▶ _TASK DESCRIPTION_:
Keeping every word in place, write out the entries that come next.

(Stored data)

Start of Block

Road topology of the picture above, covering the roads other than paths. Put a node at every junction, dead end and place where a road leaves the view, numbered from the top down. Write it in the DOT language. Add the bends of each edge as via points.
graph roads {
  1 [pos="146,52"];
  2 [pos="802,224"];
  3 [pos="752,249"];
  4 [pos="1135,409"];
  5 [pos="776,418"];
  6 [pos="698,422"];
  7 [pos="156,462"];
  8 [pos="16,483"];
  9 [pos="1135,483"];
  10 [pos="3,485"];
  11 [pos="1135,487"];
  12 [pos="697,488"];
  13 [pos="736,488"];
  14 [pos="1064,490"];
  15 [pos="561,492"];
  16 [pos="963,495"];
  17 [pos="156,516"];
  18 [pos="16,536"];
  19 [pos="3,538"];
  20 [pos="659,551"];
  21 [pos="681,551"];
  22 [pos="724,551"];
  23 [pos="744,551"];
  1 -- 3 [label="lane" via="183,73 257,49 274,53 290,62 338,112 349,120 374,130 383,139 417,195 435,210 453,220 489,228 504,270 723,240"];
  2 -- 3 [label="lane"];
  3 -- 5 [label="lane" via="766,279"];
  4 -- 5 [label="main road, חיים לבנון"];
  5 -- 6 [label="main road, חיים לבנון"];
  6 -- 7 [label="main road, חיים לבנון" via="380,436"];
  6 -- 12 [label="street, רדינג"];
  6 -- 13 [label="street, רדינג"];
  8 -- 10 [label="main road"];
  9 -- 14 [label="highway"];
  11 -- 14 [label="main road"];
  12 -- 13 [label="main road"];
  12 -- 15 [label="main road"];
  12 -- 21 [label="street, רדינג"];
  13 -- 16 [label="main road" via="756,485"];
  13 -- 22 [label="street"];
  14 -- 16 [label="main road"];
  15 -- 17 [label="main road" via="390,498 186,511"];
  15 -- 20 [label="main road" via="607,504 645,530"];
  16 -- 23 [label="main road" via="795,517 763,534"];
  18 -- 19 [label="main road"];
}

End of Block

▶ _OUTPUT FOR THIS TASK_:
Road topology of the picture above, covering the roads other than paths. Put a node at every junction, dead end and place where a road leaves the view, numbered from the top down. Write it in the DOT language. Add the bends of each edge as via points.
graph roads {
  1 [pos="146,52"];
  2 [pos="802,224"];
  3 [pos="752,249"];
  4 [pos="1135,409"];
  5 [pos="776,418"];
  6 [pos="698,422"];
  7 [pos="156,462"];
  8 [pos="16,483"];
  9 [pos="1135,483"];
  10 [pos="3,485"];
  11 [pos="1135,487"];
  12 [pos="697,488"];
  13 [pos="736,488"];
  14 [pos="1064,490"];
  15 [pos="561,492"];
  16 [pos="963,495"];
  17 [pos="156,516"];
  18 [pos="16,536"];
  19 [pos="3,538"];
  20 [pos="659,551"];
  21 [pos="681,551"];
  22 [pos="724,551"];
  23 [pos="744,551"];
  1 -- 3 [label="lane" via="183,73 257,49 274,53 290,62 338,112 349,120 374,130 383,139 417,195 435,210 453,220 489,228 504,270 723,240"];
  2 -- 3 [label="lane"];
  3 -- 5 [label="lane" via="766,279"];
  4 -- 5 [label="main road, חיים לבנון"];
  5 -- 6 [label="main road, חיים לבנון"];
  6 -- 7 [label="main road, חיים לבנון" via="380,436"];
  6 -- 12 [label="street, רדינג"];
  6 -- 13 [label="street, רדינג"];
  8 -- 10 [label="main road"];
  9 -- 14 [label="highway"];
  11 -- 14 [label="main road"];
  12 -- 13 [label="main road"];
  12 -- 15 [label="main road"];
  12 -- 21 [label="street, רדינג"];
  13 -- 16 [label="main road" via="756,485"];
  13 -- 22 [label="street"];
  14 -- 16 [label="main road"];
  15 -- 17 [label="main road" via="390,498 186,511"];
  15 -- 20 [label="main road" via="607,504 645,530"];
  16 -- 23 [label="main road" via="795,517 763,534"];
  18 -- 19 [label="main road"];
}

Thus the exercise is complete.